(Collected data entries)
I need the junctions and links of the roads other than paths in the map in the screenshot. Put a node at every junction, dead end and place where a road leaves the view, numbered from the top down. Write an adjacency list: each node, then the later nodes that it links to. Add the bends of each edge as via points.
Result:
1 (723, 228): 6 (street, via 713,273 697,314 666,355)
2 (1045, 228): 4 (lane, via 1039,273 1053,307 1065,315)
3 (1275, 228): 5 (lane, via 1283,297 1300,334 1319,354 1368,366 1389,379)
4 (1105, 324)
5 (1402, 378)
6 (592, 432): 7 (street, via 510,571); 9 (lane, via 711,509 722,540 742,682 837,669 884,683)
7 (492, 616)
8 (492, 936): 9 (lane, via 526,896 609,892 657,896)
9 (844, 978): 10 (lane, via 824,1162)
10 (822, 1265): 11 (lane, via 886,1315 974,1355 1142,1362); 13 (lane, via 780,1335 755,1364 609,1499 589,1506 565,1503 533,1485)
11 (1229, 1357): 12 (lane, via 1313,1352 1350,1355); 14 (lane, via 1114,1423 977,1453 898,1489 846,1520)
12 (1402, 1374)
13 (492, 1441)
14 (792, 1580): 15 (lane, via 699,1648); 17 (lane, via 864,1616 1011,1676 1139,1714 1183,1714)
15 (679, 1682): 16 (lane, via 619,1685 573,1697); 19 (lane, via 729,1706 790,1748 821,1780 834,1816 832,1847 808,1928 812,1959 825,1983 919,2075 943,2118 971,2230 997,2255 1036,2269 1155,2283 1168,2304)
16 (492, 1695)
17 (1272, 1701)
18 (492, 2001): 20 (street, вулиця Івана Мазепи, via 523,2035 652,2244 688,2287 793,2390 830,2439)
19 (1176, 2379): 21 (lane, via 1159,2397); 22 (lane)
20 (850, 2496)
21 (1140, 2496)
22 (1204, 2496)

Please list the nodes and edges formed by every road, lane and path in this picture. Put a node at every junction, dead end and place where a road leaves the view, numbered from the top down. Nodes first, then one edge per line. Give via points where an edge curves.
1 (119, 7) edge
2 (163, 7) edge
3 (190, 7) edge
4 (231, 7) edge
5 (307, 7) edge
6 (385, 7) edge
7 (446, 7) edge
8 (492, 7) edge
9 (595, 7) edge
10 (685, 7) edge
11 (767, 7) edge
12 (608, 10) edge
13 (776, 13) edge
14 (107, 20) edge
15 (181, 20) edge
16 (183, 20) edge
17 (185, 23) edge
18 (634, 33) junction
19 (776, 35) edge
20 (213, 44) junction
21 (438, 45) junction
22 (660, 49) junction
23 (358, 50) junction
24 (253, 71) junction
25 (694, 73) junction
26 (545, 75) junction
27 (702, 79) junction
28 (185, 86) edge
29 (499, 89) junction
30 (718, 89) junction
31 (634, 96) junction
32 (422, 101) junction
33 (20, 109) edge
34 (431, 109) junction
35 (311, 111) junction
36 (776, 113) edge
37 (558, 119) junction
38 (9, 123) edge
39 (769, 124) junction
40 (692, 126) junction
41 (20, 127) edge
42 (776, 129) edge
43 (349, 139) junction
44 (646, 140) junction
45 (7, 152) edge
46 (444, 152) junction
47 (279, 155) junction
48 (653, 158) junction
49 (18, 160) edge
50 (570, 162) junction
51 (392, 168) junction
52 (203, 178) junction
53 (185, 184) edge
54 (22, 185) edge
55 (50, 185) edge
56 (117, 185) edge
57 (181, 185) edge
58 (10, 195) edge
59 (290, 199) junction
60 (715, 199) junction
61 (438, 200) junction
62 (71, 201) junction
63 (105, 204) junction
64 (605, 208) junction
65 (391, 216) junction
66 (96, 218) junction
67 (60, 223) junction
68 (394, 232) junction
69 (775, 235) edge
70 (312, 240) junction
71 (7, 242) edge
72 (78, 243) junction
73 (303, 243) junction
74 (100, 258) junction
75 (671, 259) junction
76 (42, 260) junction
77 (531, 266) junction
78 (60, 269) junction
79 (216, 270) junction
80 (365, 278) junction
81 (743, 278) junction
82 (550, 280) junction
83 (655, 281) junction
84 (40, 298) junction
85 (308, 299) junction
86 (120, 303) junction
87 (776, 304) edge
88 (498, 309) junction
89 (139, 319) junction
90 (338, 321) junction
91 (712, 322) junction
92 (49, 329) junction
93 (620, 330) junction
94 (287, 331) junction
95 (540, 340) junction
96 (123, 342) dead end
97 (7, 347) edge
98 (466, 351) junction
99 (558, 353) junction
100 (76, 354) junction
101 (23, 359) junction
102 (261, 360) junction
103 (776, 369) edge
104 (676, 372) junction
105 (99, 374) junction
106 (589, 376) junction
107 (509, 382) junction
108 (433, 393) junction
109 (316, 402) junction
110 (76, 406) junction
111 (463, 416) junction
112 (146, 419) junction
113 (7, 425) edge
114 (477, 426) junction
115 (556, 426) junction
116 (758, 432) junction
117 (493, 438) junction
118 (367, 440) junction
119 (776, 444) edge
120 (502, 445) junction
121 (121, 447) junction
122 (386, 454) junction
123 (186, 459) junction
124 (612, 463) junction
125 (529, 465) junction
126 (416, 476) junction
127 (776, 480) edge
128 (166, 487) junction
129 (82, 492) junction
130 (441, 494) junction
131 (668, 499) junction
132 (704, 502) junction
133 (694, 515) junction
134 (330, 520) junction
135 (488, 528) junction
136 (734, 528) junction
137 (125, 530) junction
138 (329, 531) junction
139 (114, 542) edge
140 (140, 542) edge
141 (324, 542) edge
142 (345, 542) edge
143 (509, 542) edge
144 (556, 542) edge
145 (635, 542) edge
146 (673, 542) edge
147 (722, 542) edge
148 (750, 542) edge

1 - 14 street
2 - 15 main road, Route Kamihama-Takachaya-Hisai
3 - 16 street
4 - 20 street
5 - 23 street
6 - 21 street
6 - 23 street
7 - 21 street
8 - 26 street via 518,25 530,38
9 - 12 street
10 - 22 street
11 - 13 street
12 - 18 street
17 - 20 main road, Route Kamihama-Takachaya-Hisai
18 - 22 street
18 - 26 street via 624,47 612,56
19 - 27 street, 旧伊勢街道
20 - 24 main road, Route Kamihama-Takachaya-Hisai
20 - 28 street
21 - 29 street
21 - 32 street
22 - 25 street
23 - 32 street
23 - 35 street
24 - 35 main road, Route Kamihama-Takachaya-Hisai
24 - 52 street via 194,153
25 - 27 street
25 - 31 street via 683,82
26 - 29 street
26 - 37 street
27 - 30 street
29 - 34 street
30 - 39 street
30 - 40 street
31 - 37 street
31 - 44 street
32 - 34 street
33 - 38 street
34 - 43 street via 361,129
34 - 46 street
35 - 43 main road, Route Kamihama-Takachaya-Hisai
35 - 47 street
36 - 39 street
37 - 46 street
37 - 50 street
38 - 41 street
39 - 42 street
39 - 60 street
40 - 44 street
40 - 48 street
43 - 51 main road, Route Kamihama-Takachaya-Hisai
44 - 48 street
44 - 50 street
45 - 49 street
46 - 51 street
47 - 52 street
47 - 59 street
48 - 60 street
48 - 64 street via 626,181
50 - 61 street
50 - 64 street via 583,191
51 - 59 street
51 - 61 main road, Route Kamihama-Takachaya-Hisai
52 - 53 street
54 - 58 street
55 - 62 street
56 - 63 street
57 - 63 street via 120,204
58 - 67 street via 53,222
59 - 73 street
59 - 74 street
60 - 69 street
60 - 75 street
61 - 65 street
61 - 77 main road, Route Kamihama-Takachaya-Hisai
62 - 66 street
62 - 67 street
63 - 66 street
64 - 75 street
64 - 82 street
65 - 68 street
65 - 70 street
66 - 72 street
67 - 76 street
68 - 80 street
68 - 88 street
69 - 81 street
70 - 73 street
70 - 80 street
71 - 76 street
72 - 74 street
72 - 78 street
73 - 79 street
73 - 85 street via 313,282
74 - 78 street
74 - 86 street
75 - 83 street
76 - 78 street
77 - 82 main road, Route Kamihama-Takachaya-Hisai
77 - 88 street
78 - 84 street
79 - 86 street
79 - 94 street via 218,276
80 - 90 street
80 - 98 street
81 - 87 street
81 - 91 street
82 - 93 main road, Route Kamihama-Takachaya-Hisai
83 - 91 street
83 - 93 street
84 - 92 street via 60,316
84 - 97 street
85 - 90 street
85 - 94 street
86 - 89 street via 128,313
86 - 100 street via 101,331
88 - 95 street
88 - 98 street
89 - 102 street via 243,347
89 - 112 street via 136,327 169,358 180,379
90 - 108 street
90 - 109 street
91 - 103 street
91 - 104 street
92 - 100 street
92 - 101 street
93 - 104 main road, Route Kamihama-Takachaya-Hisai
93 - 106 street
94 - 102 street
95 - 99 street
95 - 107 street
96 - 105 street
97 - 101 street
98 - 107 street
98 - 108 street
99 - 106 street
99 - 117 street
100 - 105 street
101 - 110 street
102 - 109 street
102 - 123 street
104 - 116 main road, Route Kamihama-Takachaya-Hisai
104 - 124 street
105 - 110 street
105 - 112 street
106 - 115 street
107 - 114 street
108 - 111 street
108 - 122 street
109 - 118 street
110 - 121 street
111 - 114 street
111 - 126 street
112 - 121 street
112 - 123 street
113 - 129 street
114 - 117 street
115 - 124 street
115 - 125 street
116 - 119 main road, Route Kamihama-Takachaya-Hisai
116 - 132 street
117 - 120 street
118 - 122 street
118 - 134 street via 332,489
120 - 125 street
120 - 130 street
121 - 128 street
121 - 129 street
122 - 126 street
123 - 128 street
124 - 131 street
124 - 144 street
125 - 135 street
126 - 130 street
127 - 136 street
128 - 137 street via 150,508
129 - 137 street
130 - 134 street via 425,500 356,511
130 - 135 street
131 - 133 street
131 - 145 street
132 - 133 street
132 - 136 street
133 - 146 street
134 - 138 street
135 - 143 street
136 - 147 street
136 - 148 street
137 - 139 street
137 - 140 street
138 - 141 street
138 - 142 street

■ **Exercise requirements**: Copy out each line of the entries that holds "place".

■ **Finished task**:
I need the junctions and links of the roads other than paths in the map in the screenshot. Put a node at every junction, dead end and place where a road leaves the view, numbered from the top down. Write an adjacency list: each node, then the later nodes that it links to. Add the bends of each edge as via points.
Please list the nodes and edges formed by every road, lane and path in this picture. Put a node at every junction, dead end and place where a road leaves the view, numbered from the top down. Nodes first, then one edge per line. Give via points where an edge curves.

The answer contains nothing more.